TASK OBJECTIVE: Your task is to find every line in the records that holds the string "above" and copy it.

GIVEN RECORDS:
--- --- ---
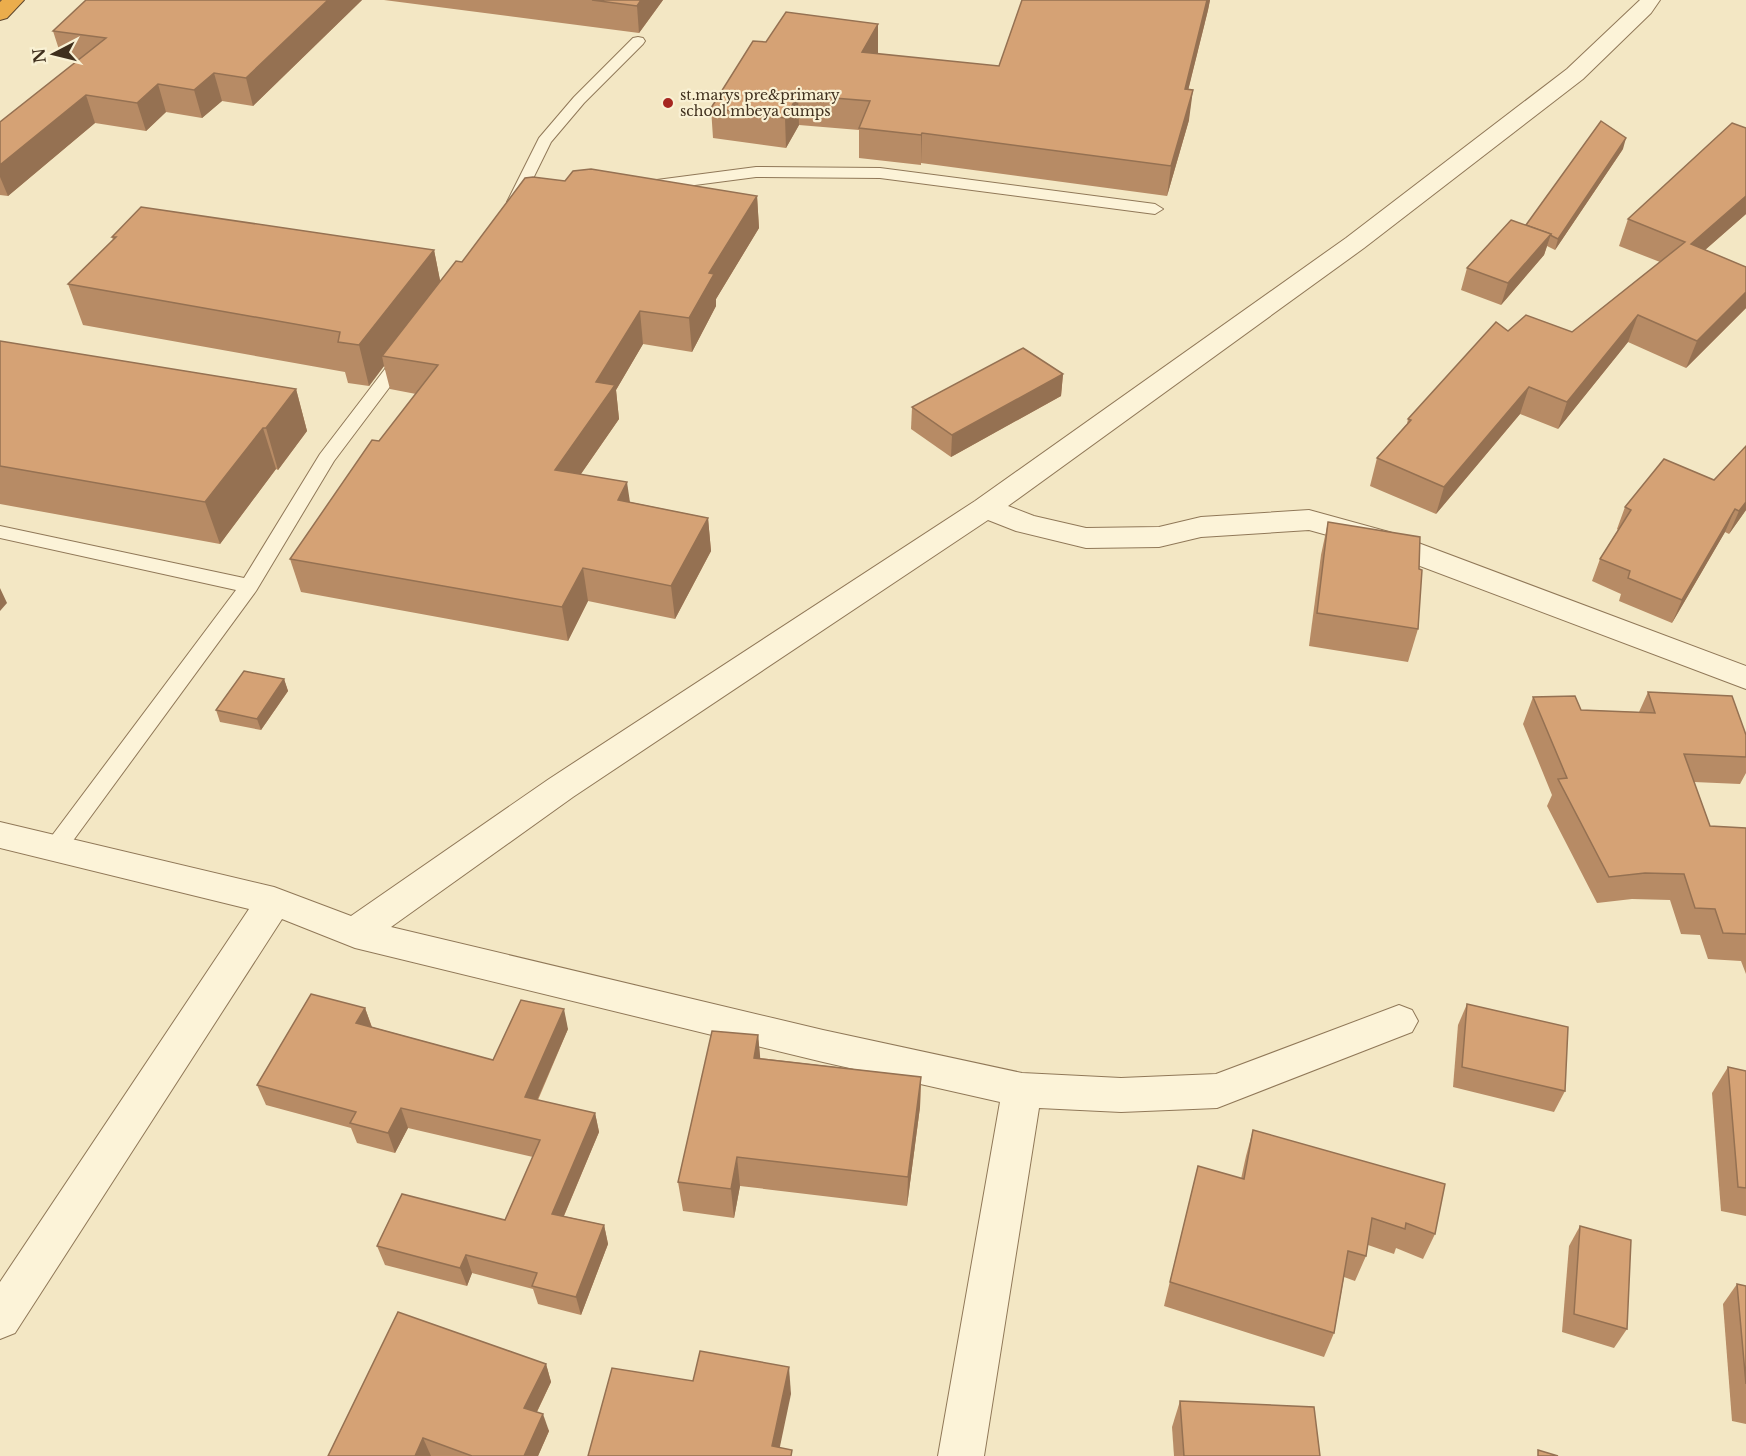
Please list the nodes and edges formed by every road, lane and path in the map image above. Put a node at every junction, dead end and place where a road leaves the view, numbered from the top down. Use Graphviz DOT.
--- --- ---
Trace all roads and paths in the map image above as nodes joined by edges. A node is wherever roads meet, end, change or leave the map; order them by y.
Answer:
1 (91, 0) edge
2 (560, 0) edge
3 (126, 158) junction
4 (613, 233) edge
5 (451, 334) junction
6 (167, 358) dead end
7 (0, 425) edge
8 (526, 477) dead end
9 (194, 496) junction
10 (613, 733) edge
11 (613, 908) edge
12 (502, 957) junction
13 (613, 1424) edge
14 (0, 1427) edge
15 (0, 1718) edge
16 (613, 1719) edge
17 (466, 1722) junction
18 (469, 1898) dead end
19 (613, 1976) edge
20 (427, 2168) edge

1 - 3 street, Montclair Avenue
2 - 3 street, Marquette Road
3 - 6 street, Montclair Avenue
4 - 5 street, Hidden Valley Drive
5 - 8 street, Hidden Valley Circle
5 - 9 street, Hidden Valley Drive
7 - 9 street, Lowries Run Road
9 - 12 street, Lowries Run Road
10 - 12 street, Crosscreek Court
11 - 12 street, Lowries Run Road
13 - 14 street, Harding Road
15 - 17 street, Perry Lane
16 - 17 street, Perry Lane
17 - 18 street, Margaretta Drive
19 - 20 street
--- --- ---
PROBLEM SOLUTION:
Please list the nodes and edges formed by every road, lane and path in the map image above. Put a node at every junction, dead end and place where a road leaves the view, numbered from the top down. Use Graphviz DOT.
Trace all roads and paths in the map image above as nodes joined by edges. A node is wherever roads meet, end, change or leave the map; order them by y.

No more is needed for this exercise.